Further interfering with employer prerogatives, Richard Griffin, who is general counsel at Perez’s National Labor Relations Board, intends “to give unions a veto over a unionized employer’s decision to relocate.” Predictably, he plans to achieve his goal through subterfuge:
Griffin’s guidance will be to order an employer to be prosecuted not on the basis of what the law is but on the law as Griffin would like it to be. This will give the board an opportunity to change the law (though the change will be prospective — the employer who is prosecuted will not be punished for violating the new rule).

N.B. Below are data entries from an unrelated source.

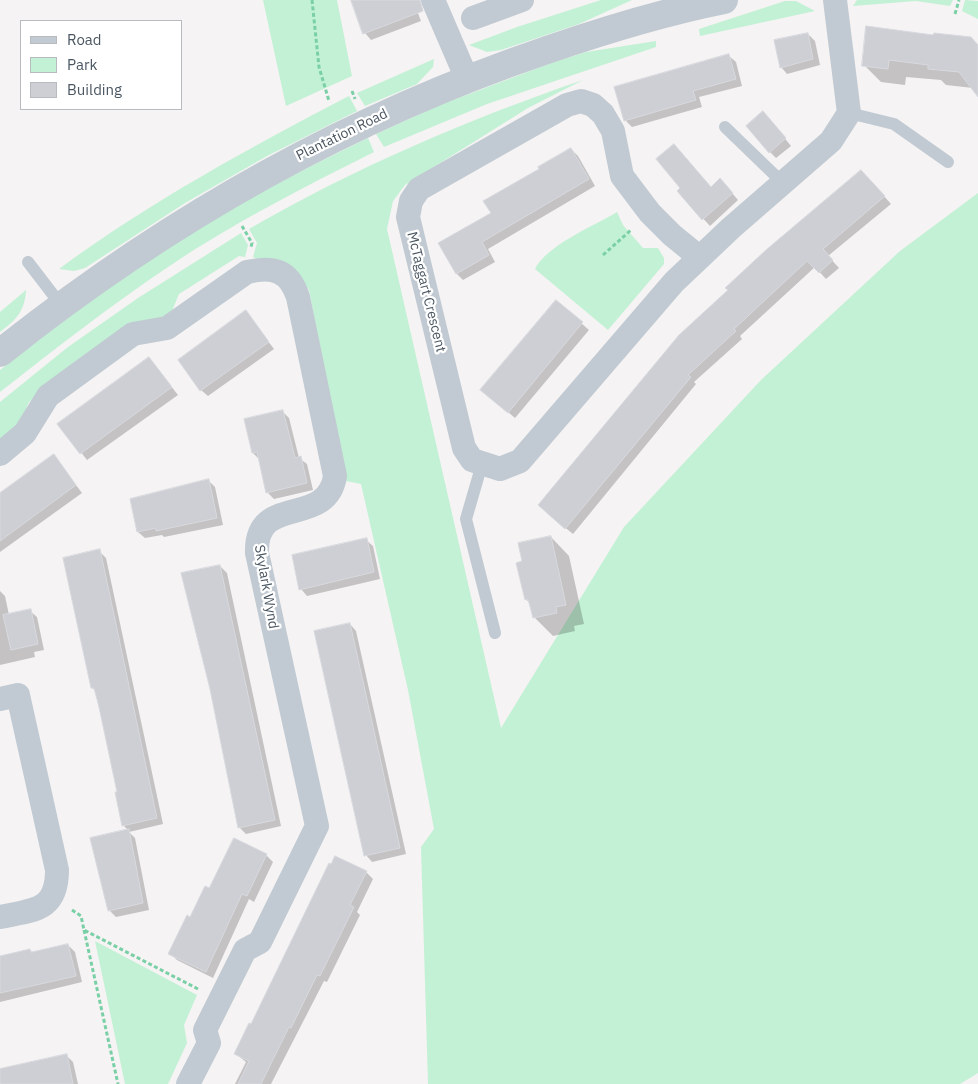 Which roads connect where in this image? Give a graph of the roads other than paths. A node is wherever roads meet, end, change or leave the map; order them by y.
1 (433, 0) edge
2 (522, 0) edge
3 (724, 0) edge
4 (835, 0) edge
5 (473, 18) dead end
6 (467, 79) junction
7 (849, 113) junction
8 (725, 127) dead end
9 (948, 162) dead end
10 (783, 183) junction
11 (698, 257) junction
12 (28, 262) dead end
13 (62, 305) junction
14 (0, 353) edge
15 (0, 454) edge
16 (482, 464) junction
17 (495, 634) dead end
18 (0, 699) edge
19 (0, 917) edge
20 (188, 1084) edge

1 - 6 street
2 - 5 street
3 - 6 street, Plantation Road
4 - 7 street
6 - 13 street, Plantation Road
7 - 9 lane
7 - 10 street
8 - 10 lane
10 - 11 street
11 - 16 street
11 - 16 street, McTaggart Crescent
12 - 13 lane
13 - 14 street, Plantation Road
15 - 20 street, Skylark Wynd
16 - 17 lane
18 - 19 street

Finally, DOL’s Occupational Safety & Health Administration (OSHA) has begun to implement an interpretation which should have set off alarm bells when it was first disclosed a year ago, and clearly didn’t:
The new interpretation from Richard Fairfax, Deputy Assistant Secretary of OSHA, to Steve Sallman, Health and Safety Specialist with the United Steelworkers Union, asserts that OSHA’s standard for Representatives of Employers and Employees allows workers at establishments without collective bargaining agreements to designate outside representatives or union agents to represent them during OSHA inspections.
This ruling contradicts the plain language of OSHA’s governing regulation …
As if they care.
Earlier this week, Greta Van Susteren, in an otherwise informative report, allowed OSHA to falsely claim that “allowing non-employee third party representative to accompany OSHA inspectors on walk around inspections is not a new OSHA policy … if that third party representative is necessary to conduct a thorough investigation.” Exactly how can a planted union “representative,” i.e., thug, who probably hasn’t done related or even any blue-collar work in years, possibly be of any assistance?